Recent news about highly color-accurate display hardware in some consumer electronics has caused some excitement. Some of this new gear is relatively cheap, very portable, and best of all, you can play the Cat Museum during downtime. Given the growing interest in everything in the cloud, the ability to casually glance at material from the internet on a pinpoint display is exactly the kind of thing that’s breathlessly described, on billboards at trade shows, such as “life-changing”.
The extent to which this actually changes anything depends on many factors. The psychophysics of human sight is one, but others include much trickier and harder-to-solve issues of profit-driven self-interest and the movie industry’s equivalent of office politics. The result can be difficult phone calls about how the dailies look in a situation where the light coming out of two screens is actually very similar.
No technical solution
Sometimes, therefore, these are not problems that we can solve with technology. We can (and absolutely must) build and maintain monitors that output color very accurately, but what they look like to humans is a much less consistent and messier reality. An interesting commentator on this was Edwin H. Land, who wrote in the 1960s about what he called the retinax theory color vision, a word chosen to emphasize that the retina of the eye and the visual cortex of the brain have at least an equal influence on how things look.
Land sought to explain how humans continue to perceive colored objects consistently even when ambient lighting conditions change, which science calls color consistency. This is a complicated question for monitoring in the field, since monitors emit their own light which does not change as the environment changes in the same way light reflected from a surface does. The whole thing raises some interesting speculation as to why we so diligently apply white balance to cameras, but we don’t try white balance. monitors to the surrounding environment.
In practice, most people don’t seem to have too much trouble isolating their sense of color constancy within a rectangle in their field of view, but field monitoring has always been beset by other issues that cannot in no way be solved by the engineers. The euphemism “on set” can mean anything from “in the DIT tent all day” to “just walked into the DIT tent after a forty-five minute lunch break in a sunny parking lot” . Anyone who’s worked on a green screen scene will know how magenta the world looks for about a second after turning away from a largely green view. Brightness and contrast issues are more subtle and last longer, and it’s well known that humans’ ability to remember precisely what colors look like even within seconds is never great.

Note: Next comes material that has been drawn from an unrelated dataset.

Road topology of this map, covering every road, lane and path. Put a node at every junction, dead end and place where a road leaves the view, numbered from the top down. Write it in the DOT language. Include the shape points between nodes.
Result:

The reference on this subject is probably Jonathan Flombaum, an associate professor of psychological and brain sciences at Johns Hopkins, whose research interests are listed as visual attention, working memory, and cognition. A paper by Flombaum and Sarah Allred suggests that people remember colors very poorly when not seen side-by-side and, perhaps worse, have an improved ability to remember some colors over others. . In short, this means that we are likely to assume that a yellow close to our favorite yellow is miles away from our favorite yellow, even when it really isn’t. Our perception of colors is perhaps distorted by experience as much as it is enhanced by experience.

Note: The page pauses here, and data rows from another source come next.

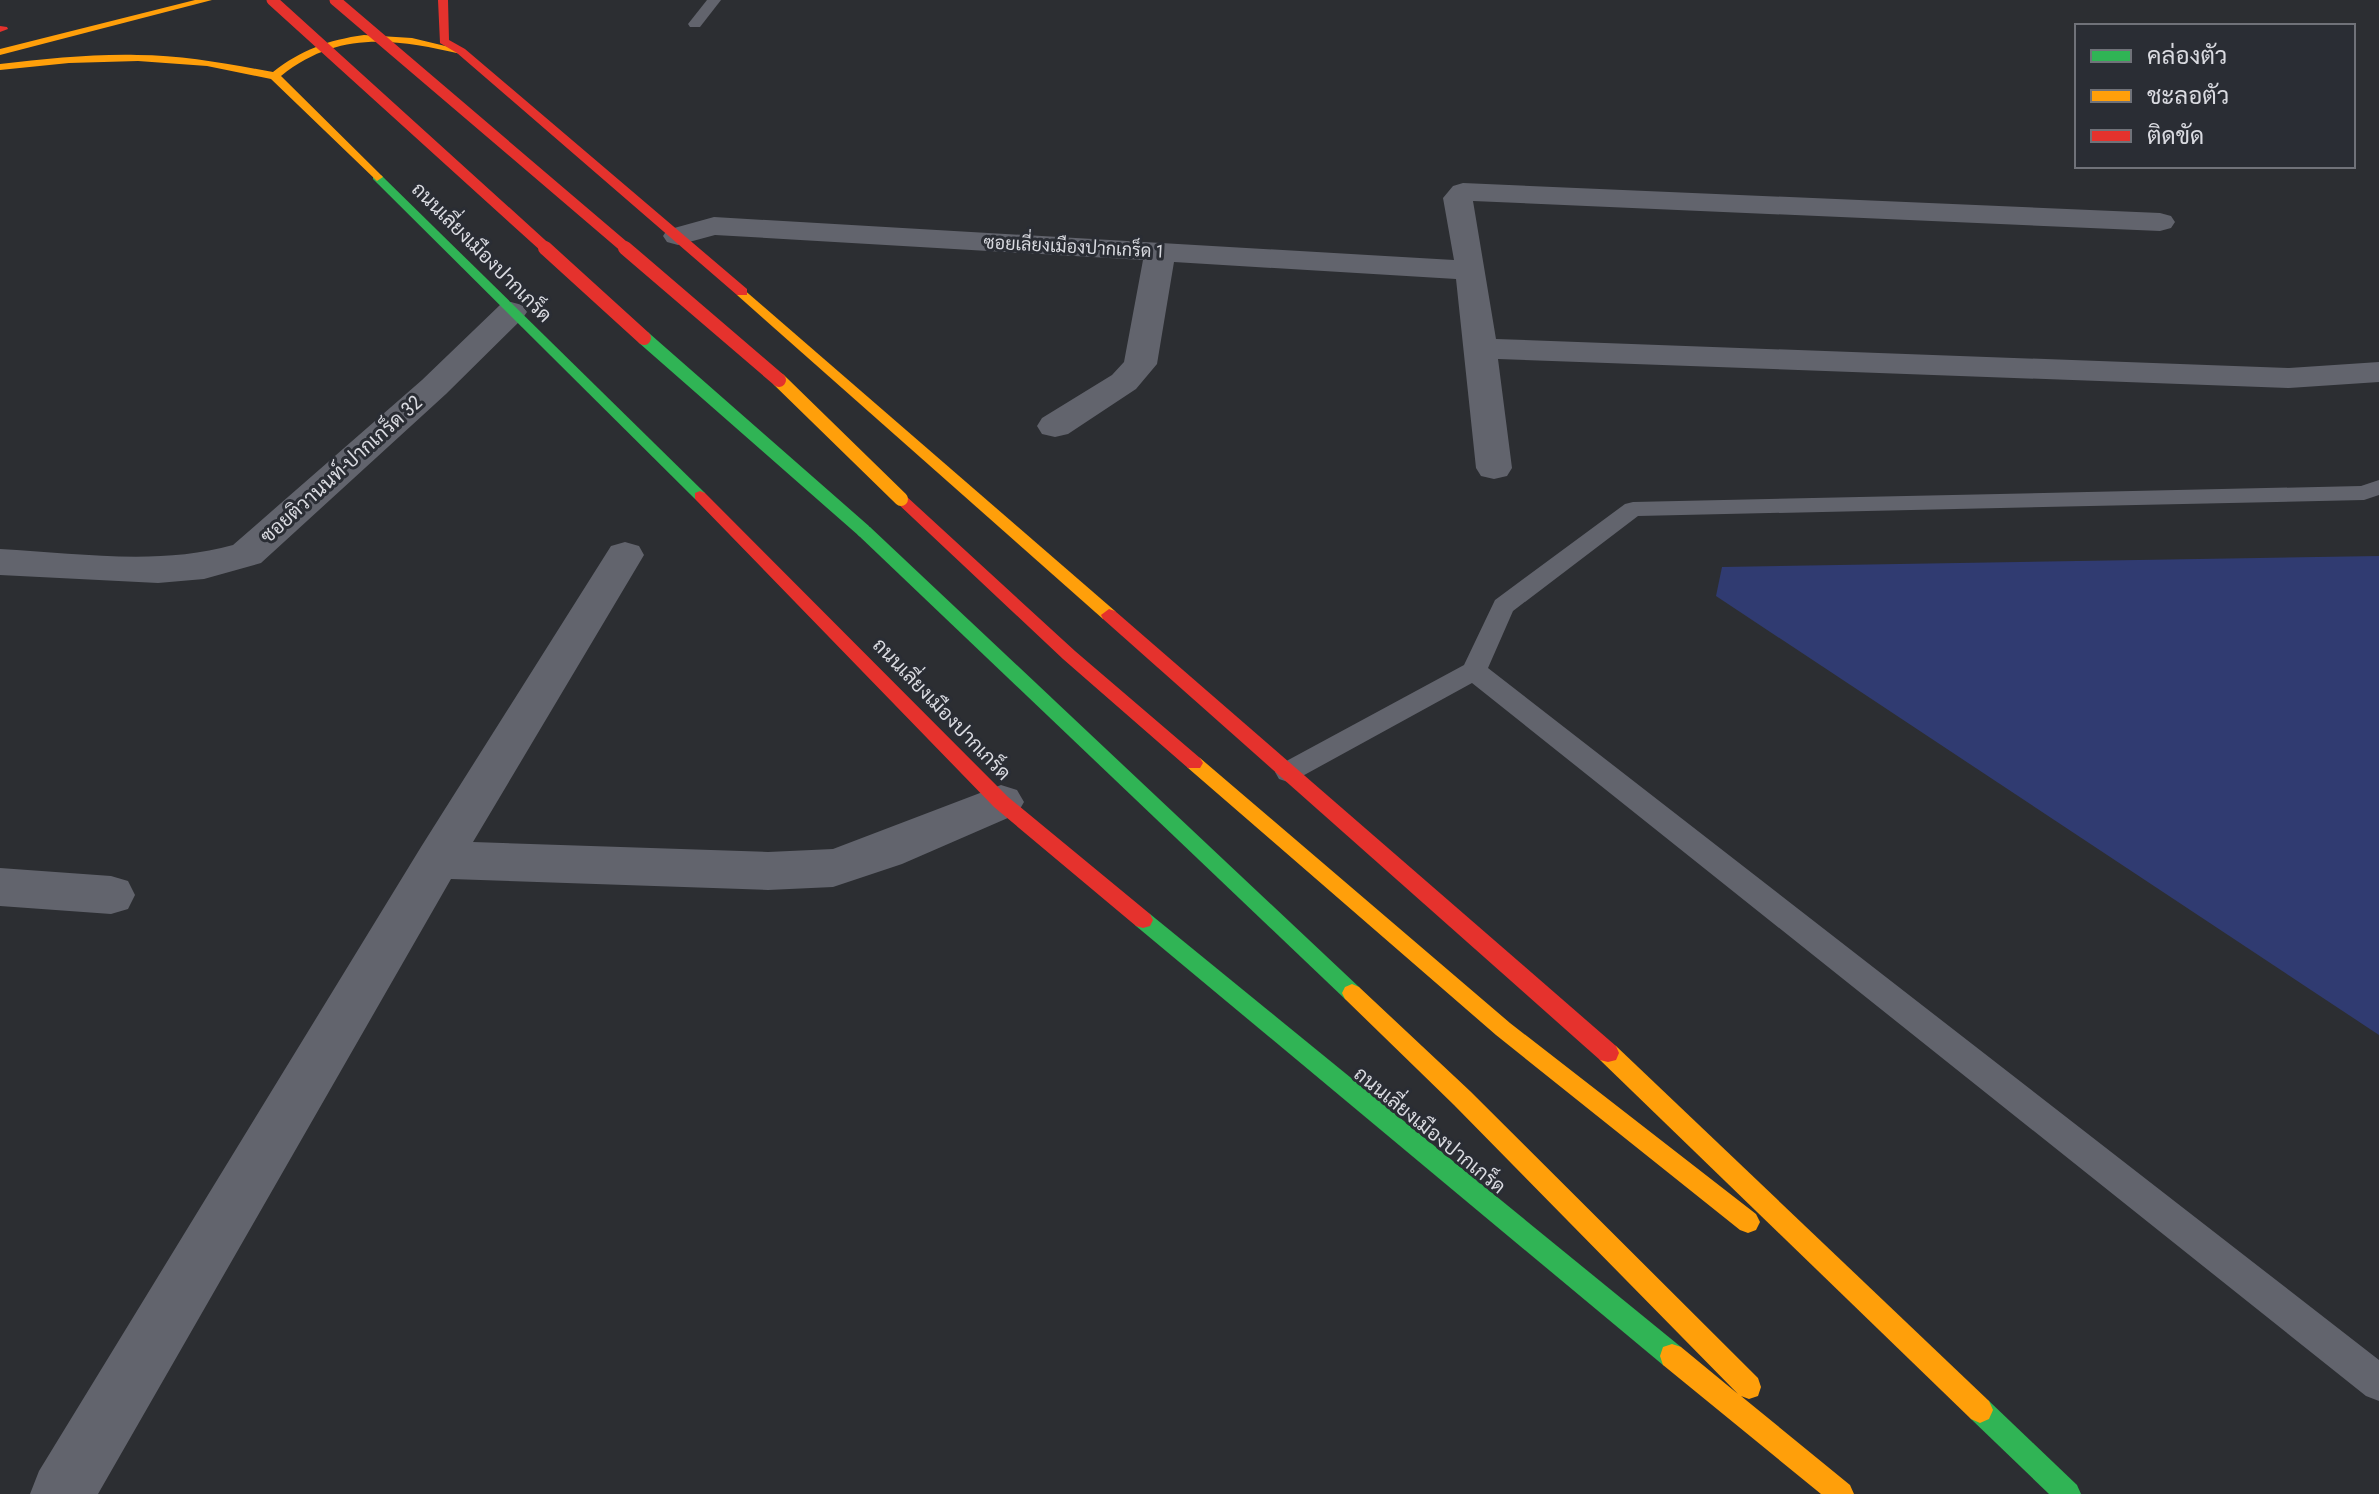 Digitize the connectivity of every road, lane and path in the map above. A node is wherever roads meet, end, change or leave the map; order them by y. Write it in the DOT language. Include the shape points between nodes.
graph roads {
  1 [pos="207,0"];
  2 [pos="272,0"];
  3 [pos="335,0"];
  4 [pos="443,0"];
  5 [pos="714,0"];
  6 [pos="695,24"];
  7 [pos="461,51"];
  8 [pos="0,52"];
  9 [pos="0,67"];
  10 [pos="275,76"];
  11 [pos="2160,222"];
  12 [pos="678,236"];
  13 [pos="1160,252"];
  14 [pos="1471,270"];
  15 [pos="511,312"];
  16 [pos="1479,348"];
  17 [pos="2379,372"];
  18 [pos="1055,426"];
  19 [pos="1494,468"];
  20 [pos="2379,487"];
  21 [pos="625,555"];
  22 [pos="0,562"];
  23 [pos="1474,671"];
  24 [pos="1288,772"];
  25 [pos="1001,802"];
  26 [pos="438,860"];
  27 [pos="0,887"];
  28 [pos="111,895"];
  29 [pos="1762,1233"];
  30 [pos="1799,1262"];
  31 [pos="1947,1379"];
  32 [pos="2379,1383"];
  33 [pos="1765,1404"];
  34 [pos="1788,1426"];
  35 [pos="62,1494"];
  36 [pos="1841,1494"];
  37 [pos="1855,1494"];
  38 [pos="2068,1494"];
  1 -- 8 [label="main road"];
  2 -- 33 [label="main road, bridge" via="693,383 864,531 1462,1098"];
  3 -- 29 [label="main road, bridge" via="766,367 1069,655 1503,1029"];
  4 -- 7 [label="main road" via="444,41"];
  5 -- 6 [label="lane"];
  7 -- 10 [label="main road" via="394,37 338,40 287,62"];
  7 -- 12 [label="main road"];
  9 -- 10 [label="main road" via="67,58 151,56 232,65"];
  10 -- 15 [label="main road, ถนนเลี่ยงเมืองปากเกร็ด"];
  11 -- 14 [label="street" via="1475,190 1458,198"];
  12 -- 13 [label="street, ซอยเลี่ยงเมืองปากเกร็ด 1" via="714,226"];
  12 -- 24 [label="main road"];
  13 -- 14 [label="street, ซอยเลี่ยงเมืองปากเกร็ด 1"];
  13 -- 18 [label="street" via="1140,364 1124,382"];
  14 -- 16 [label="street"];
  15 -- 22 [label="street, ซอยติวานนท์-ปากเกร็ด 32" via="247,554 204,566 158,570"];
  15 -- 25 [label="main road, ถนนเลี่ยงเมืองปากเกร็ด" via="797,592"];
  16 -- 17 [label="street" via="2289,378"];
  16 -- 19 [label="street"];
  20 -- 23 [label="lane" via="2364,493 1633,509 1503,606"];
  21 -- 26 [label="street"];
  23 -- 24 [label="lane"];
  23 -- 32 [label="lane"];
  24 -- 31 [label="main road" via="1611,1056"];
  25 -- 26 [label="street" via="833,868 768,871"];
  25 -- 36 [label="main road, ถนนเลี่ยงเมืองปากเกร็ด"];
  26 -- 35 [label="street"];
  27 -- 28 [label="street"];
  30 -- 31 [label="main road"];
  31 -- 38 [label="main road"];
  34 -- 37 [label="main road"];
}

Try harder, then cry some more
Does all of this at least make for something of a mockery of our rather touching attempts to show each other color-accurate images that we can all agree on? Well… yes, it is, at least in part. We should, of course, aim to have proper oversight so that any errors introduced by our inevitable human frailties are at least centered in truth, but far greater errors exist in human perception than many people are willing to admit. .
Experienced folks can take solace in a 2020 article by Maryam Hasantash and Arash Afraz titled “Richer color vocabulary is associated with better color memory but not color perception.” The study examines how the way we talk about color affects how we remember colors, or at least how we tell colors apart. Human languages do not all have names for the same colors. Famous, the Japanese character 青, aois used as part of words that mean both “blue sky” and “green light”, which might explain why many Japanese traffic lights have a rather turquoise filter where one might expect a nice green kelly.
Vocabulary study suggests that people who habitually use many different words for a similar color range often remember better what hues look like in that region of the spectrum. It’s not really a question of whether it can be qualified, in itself, although it may be a reasonable suspicion. Perhaps the most interesting conclusion is, as so often, that these new color-accurate consumer displays are a good thing and useful, but terminology such as “groundbreaking” and “world-changing” and “epoch-making is probably best reserved for ad copy.